(AVAILABLE RECORDS begins)

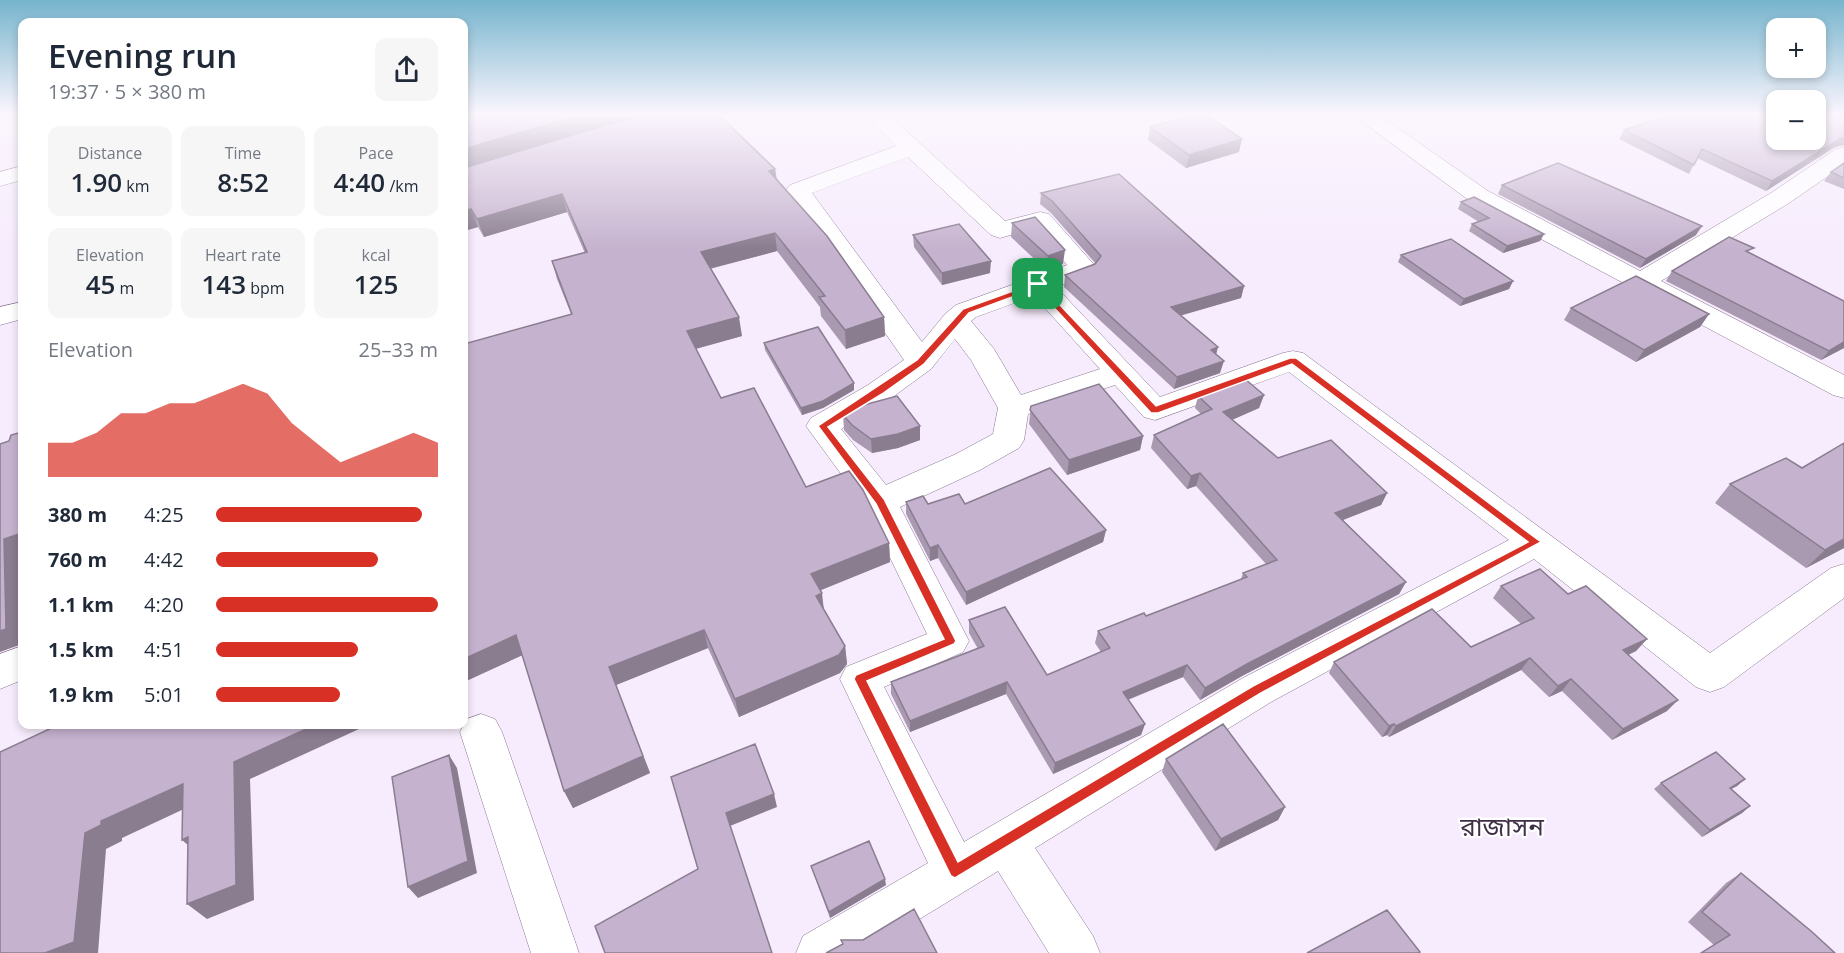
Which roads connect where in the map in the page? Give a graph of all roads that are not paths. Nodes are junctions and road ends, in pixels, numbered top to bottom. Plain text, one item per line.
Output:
1 (880, 159) edge
2 (923, 159) edge
3 (1427, 159) edge
4 (1836, 159) edge
5 (18, 174) edge
6 (0, 179) edge
7 (1641, 282) junction
8 (1038, 284) junction
9 (18, 311) edge
10 (0, 316) edge
11 (955, 320) junction
12 (921, 362) junction
13 (1120, 373) junction
14 (1844, 388) edge
15 (1014, 408) junction
16 (880, 502) junction
17 (1536, 542) junction
18 (1844, 578) edge
19 (18, 664) edge
20 (0, 672) edge
21 (481, 732) dead end
22 (1005, 841) junction
23 (955, 871) junction
24 (555, 953) edge
25 (820, 953) edge
26 (1077, 953) edge

1 - 12 street
2 - 8 street
3 - 7 street
4 - 7 street
5 - 6 street
7 - 14 street
8 - 11 street
8 - 13 street
9 - 10 street
11 - 12 street
11 - 15 street
12 - 16 street
13 - 15 street
13 - 17 street
15 - 16 street
16 - 23 street
17 - 18 street
17 - 22 street
19 - 20 street
21 - 24 street
22 - 23 street
22 - 26 street
23 - 25 street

(AVAILABLE RECORDS ends)

◆ **WHAT IS REQUIRED**:
When you transcribe these entries, keep every word exact and drop the pictures.

◆ **REPLY TO THE EXERCISE**:
Which roads connect where in the map in the page? Give a graph of all roads that are not paths. Nodes are junctions and road ends, in pixels, numbered top to bottom. Plain text, one item per line.
Output:
1 (880, 159) edge
2 (923, 159) edge
3 (1427, 159) edge
4 (1836, 159) edge
5 (18, 174) edge
6 (0, 179) edge
7 (1641, 282) junction
8 (1038, 284) junction
9 (18, 311) edge
10 (0, 316) edge
11 (955, 320) junction
12 (921, 362) junction
13 (1120, 373) junction
14 (1844, 388) edge
15 (1014, 408) junction
16 (880, 502) junction
17 (1536, 542) junction
18 (1844, 578) edge
19 (18, 664) edge
20 (0, 672) edge
21 (481, 732) dead end
22 (1005, 841) junction
23 (955, 871) junction
24 (555, 953) edge
25 (820, 953) edge
26 (1077, 953) edge

1 - 12 street
2 - 8 street
3 - 7 street
4 - 7 street
5 - 6 street
7 - 14 street
8 - 11 street
8 - 13 street
9 - 10 street
11 - 12 street
11 - 15 street
12 - 16 street
13 - 15 street
13 - 17 street
15 - 16 street
16 - 23 street
17 - 18 street
17 - 22 street
19 - 20 street
21 - 24 street
22 - 23 street
22 - 26 street
23 - 25 street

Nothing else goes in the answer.